** Work instructions **
Your job is to set down the listing again exactly as it stands.
*** Record set Section Begins ***
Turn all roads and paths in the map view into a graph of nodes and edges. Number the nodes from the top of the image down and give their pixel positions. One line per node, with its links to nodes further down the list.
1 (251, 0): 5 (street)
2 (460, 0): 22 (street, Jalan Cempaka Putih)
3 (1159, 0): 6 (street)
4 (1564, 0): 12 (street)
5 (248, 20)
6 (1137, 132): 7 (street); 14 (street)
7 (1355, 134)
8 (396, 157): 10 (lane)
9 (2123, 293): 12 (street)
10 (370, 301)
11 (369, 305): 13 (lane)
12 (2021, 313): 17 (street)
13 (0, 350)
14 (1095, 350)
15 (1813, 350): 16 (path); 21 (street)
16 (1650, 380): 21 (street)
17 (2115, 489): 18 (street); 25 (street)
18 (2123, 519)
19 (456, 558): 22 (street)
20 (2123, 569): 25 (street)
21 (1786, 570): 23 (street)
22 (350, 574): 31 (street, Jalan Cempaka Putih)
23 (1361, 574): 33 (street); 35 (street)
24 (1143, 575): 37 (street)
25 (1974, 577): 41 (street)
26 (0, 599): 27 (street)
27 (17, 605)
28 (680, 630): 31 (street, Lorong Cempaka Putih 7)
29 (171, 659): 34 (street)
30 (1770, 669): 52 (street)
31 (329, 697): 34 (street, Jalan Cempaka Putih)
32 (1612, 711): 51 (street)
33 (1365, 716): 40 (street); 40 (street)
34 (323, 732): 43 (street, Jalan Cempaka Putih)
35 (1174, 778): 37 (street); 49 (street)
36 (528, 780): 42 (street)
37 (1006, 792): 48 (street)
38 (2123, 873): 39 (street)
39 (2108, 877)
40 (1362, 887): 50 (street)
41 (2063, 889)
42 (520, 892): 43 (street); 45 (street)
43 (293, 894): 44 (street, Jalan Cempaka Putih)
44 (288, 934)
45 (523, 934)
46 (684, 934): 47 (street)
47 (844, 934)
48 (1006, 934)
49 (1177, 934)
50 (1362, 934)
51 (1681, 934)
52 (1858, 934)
*** Record set Section Ends ***
** Task answer **
Turn all roads and paths in the map view into a graph of nodes and edges. Number the nodes from the top of the image down and give their pixel positions. One line per node, with its links to nodes further down the list.
1 (251, 0): 5 (street)
2 (460, 0): 22 (street, Jalan Cempaka Putih)
3 (1159, 0): 6 (street)
4 (1564, 0): 12 (street)
5 (248, 20)
6 (1137, 132): 7 (street); 14 (street)
7 (1355, 134)
8 (396, 157): 10 (lane)
9 (2123, 293): 12 (street)
10 (370, 301)
11 (369, 305): 13 (lane)
12 (2021, 313): 17 (street)
13 (0, 350)
14 (1095, 350)
15 (1813, 350): 16 (path); 21 (street)
16 (1650, 380): 21 (street)
17 (2115, 489): 18 (street); 25 (street)
18 (2123, 519)
19 (456, 558): 22 (street)
20 (2123, 569): 25 (street)
21 (1786, 570): 23 (street)
22 (350, 574): 31 (street, Jalan Cempaka Putih)
23 (1361, 574): 33 (street); 35 (street)
24 (1143, 575): 37 (street)
25 (1974, 577): 41 (street)
26 (0, 599): 27 (street)
27 (17, 605)
28 (680, 630): 31 (street, Lorong Cempaka Putih 7)
29 (171, 659): 34 (street)
30 (1770, 669): 52 (street)
31 (329, 697): 34 (street, Jalan Cempaka Putih)
32 (1612, 711): 51 (street)
33 (1365, 716): 40 (street); 40 (street)
34 (323, 732): 43 (street, Jalan Cempaka Putih)
35 (1174, 778): 37 (street); 49 (street)
36 (528, 780): 42 (street)
37 (1006, 792): 48 (street)
38 (2123, 873): 39 (street)
39 (2108, 877)
40 (1362, 887): 50 (street)
41 (2063, 889)
42 (520, 892): 43 (street); 45 (street)
43 (293, 894): 44 (street, Jalan Cempaka Putih)
44 (288, 934)
45 (523, 934)
46 (684, 934): 47 (street)
47 (844, 934)
48 (1006, 934)
49 (1177, 934)
50 (1362, 934)
51 (1681, 934)
52 (1858, 934)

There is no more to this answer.